--- AVAILABLE DATA Enclosed Below ---

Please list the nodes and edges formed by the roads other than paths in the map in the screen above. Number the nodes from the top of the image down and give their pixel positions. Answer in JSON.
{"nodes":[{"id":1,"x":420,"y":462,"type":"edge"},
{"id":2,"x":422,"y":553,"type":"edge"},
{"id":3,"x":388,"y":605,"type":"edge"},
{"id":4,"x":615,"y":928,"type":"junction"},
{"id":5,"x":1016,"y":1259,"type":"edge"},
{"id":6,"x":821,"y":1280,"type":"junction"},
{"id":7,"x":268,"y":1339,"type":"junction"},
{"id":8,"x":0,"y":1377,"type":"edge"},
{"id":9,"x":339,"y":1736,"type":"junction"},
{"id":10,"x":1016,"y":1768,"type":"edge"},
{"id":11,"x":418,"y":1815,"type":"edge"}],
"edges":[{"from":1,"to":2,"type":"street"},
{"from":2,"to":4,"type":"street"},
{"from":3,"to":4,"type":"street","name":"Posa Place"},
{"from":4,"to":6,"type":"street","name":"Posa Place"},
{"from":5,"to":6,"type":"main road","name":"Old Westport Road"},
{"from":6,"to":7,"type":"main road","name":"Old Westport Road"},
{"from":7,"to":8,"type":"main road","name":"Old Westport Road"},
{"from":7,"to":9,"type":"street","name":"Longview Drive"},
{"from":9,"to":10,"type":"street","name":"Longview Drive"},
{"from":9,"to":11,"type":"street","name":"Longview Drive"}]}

--- End of Enclosed AVAILABLE DATA ---

| WHAT YOU SHOULD DO |
Please print all the data again exactly as given.

| EXERCISE SOLUTION |
Please list the nodes and edges formed by the roads other than paths in the map in the screen above. Number the nodes from the top of the image down and give their pixel positions. Answer in JSON.
{"nodes":[{"id":1,"x":420,"y":462,"type":"edge"},
{"id":2,"x":422,"y":553,"type":"edge"},
{"id":3,"x":388,"y":605,"type":"edge"},
{"id":4,"x":615,"y":928,"type":"junction"},
{"id":5,"x":1016,"y":1259,"type":"edge"},
{"id":6,"x":821,"y":1280,"type":"junction"},
{"id":7,"x":268,"y":1339,"type":"junction"},
{"id":8,"x":0,"y":1377,"type":"edge"},
{"id":9,"x":339,"y":1736,"type":"junction"},
{"id":10,"x":1016,"y":1768,"type":"edge"},
{"id":11,"x":418,"y":1815,"type":"edge"}],
"edges":[{"from":1,"to":2,"type":"street"},
{"from":2,"to":4,"type":"street"},
{"from":3,"to":4,"type":"street","name":"Posa Place"},
{"from":4,"to":6,"type":"street","name":"Posa Place"},
{"from":5,"to":6,"type":"main road","name":"Old Westport Road"},
{"from":6,"to":7,"type":"main road","name":"Old Westport Road"},
{"from":7,"to":8,"type":"main road","name":"Old Westport Road"},
{"from":7,"to":9,"type":"street","name":"Longview Drive"},
{"from":9,"to":10,"type":"street","name":"Longview Drive"},
{"from":9,"to":11,"type":"street","name":"Longview Drive"}]}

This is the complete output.